Me encanta ir a la Antártida. La primera vez que estuve allí fue hace diez años y ha sido una historia de amor desde entonces. Incluso ahora no he tenido suficiente de ella, es un lugar realmente especial.
Su relación con la Antártida empezó a sus 23 años, cuando luego de recibir el grado en Física y astronomía inició su maestría en Meteorología Aplicada en la Universidad de Reading. Su primer trabajo fue ir a este continente por dos años y medio como investigadora y quedarse en la base británica de Rothera. "Fue amor a primera vista", dice.
En adelante, lideraría varios recorridos por el mundo para la organización British Schools Exploring Society, que tiene como objetivo promover el desarrollo de la confianza en los jóvenes, el trabajo en equipo, liderazgo y espíritu de aventura y exploración. Gracias a ella, llegaría a la isla de Svalbard en el Ártico, a Groenlandia, a los Andes suramericanos, a Islandia, al desierto del Sahara, al sur de Marruecos, al lago Baikal y a Siberia en Rusia. Pero volvería a la Antártida.
Y tal vez su expedición más destacada, antes de su lanzamiento en solitario, fue la Kaspersky Lab Commonwealth Antarctic Expedition. El 29 de diciembre del 2009, Felicity y ocho mujeres de diferentes partes del mundo llegaron al Polo Sur geográfico luego de andar 900 kilómetros en un viaje de esquí. La intención del recorrido era destacar que el poder femenino sumado al trabajo conjunto da resultados que superan cualquier expectativa.

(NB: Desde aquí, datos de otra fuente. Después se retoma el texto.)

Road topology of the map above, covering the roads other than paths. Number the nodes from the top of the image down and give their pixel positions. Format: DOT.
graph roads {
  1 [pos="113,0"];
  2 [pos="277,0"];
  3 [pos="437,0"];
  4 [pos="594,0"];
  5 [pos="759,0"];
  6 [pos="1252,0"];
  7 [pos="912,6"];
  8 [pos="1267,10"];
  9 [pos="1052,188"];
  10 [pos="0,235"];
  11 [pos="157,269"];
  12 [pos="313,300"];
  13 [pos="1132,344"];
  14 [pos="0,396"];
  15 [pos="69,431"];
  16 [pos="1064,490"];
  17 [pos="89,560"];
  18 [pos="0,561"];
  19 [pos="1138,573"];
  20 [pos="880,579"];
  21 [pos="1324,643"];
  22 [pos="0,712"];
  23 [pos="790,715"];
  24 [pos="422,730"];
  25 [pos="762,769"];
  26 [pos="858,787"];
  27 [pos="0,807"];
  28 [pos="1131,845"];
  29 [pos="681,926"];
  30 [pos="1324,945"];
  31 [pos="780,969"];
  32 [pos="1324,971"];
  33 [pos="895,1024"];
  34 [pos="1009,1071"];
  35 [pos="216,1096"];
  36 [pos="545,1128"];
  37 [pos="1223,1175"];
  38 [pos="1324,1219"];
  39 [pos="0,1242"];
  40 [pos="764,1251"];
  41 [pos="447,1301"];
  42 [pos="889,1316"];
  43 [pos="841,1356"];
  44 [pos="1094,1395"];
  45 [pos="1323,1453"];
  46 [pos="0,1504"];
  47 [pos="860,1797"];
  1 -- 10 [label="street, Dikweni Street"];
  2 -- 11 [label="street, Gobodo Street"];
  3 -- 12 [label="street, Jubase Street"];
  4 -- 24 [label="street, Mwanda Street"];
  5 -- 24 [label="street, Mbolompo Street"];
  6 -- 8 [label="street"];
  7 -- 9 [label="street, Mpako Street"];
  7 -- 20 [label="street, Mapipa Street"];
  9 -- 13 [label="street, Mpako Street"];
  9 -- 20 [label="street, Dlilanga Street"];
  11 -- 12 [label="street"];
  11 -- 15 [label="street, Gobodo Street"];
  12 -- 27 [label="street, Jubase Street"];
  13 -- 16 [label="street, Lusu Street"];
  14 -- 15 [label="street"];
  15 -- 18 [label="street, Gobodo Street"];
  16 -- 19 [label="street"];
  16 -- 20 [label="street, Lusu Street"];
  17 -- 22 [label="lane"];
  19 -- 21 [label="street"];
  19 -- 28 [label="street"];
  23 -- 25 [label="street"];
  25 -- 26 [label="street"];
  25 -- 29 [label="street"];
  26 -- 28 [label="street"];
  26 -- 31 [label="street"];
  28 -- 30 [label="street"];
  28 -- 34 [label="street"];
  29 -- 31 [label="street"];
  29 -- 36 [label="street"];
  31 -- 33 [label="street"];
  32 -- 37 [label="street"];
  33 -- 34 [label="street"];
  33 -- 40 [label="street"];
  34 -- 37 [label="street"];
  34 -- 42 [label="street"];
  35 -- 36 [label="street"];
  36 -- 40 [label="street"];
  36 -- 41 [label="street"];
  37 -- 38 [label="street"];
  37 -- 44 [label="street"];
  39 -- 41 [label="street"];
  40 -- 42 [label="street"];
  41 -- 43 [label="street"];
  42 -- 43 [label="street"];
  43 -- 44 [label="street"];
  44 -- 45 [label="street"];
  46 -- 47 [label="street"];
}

¿Cuál es el encanto de ir a lugares tan inhóspitos?
Las expediciones son mi vida. Con ellas me mantengo y de una expedición consigo parte del dinero para la siguiente. Pero también dicto charlas motivacionales, escribo para revistas y el año pasado escribí un libro (llamado: Call of the white: taking the world to the South Pole), eso hace que tenga un poco más de dinero. También soy guía para quienes quieren viajar al Polo Sur.
En la madrugada del 25 de noviembre del 2011, un avión la dejó en la plataforma de hielo Ross. En dos meses, la aventurera atravesó el glaciar Leverett y las Montañas Transatlánticas hasta la meseta central del continente, donde desafió el viento en contra en la mayor parte del trayecto. Por último, entró a la ensenada de Hércules donde fue recogida.
Al final del recorrido, ¿cuál fue su primera sensación?
Un alivio enorme. En ningún punto de la expedición pude relajarme. Siempre tenía que estar alerta y en guardia. Cuando terminé, sentí que podía relajarme y ya no estaba asustada. Eso fue increíble. Por lo demás, aún no me siento orgullosa de lo que hice. Creo que dentro de algunas semanas o meses empezaré a sentirme así, pero por ahora estoy aliviada, hambrienta y cansada.
* * *
Soledad
Con una taza de café en la mano, Felicity recuerda el momento en que llegó su epifanía.
Era el día 38 de su expedición. Abrió los ojos y poco a poco recuperó conciencia del lugar. En voz alta dijo: "No puedo hacerlo. Necesito irme de aquí". Había bajado unos siete kilos, solo tenía una espantosa comida deshidratada y en ese momento pensaba en sus amigos, en su familia. Nunca se había sentido tan sola.
Pero entonces recordó que difícilmente tendría una oportunidad como esta. La Antártida era para ella sola, como quería. Salió de su cama ambulatoria y encontró un horizonte infinito: un cielo fundido con la nieve y el silencio. La calma había llegado. Comió, empacó sus cosas y, mochila al hombro, siguió su camino.
Para Felicity, soledad es amar lo que no está con ella. Soledad es, también, obligarse a aceptar de qué está hecha.
¿Por qué volver a la Antártida?
La Antártida es única. Es tan vasta, tan vieja, tan vacía... Cuando estoy allí, me enfrento a la insignificancia. Comparada con las fuerzas de la naturaleza, al tamaño del universo, me siento pequeña y vulnerable. Y al mismo tiempo, en el silencio, se hace claro qué es importante. Las cosas materiales se van a un lado. No importa qué tan cara es tu casa, cuánto vale tu auto, cuánto dinero tienes. Lo importante es la gente que amo, el tiempo con mi familia. Mi propio carácter. Por eso vuelvo.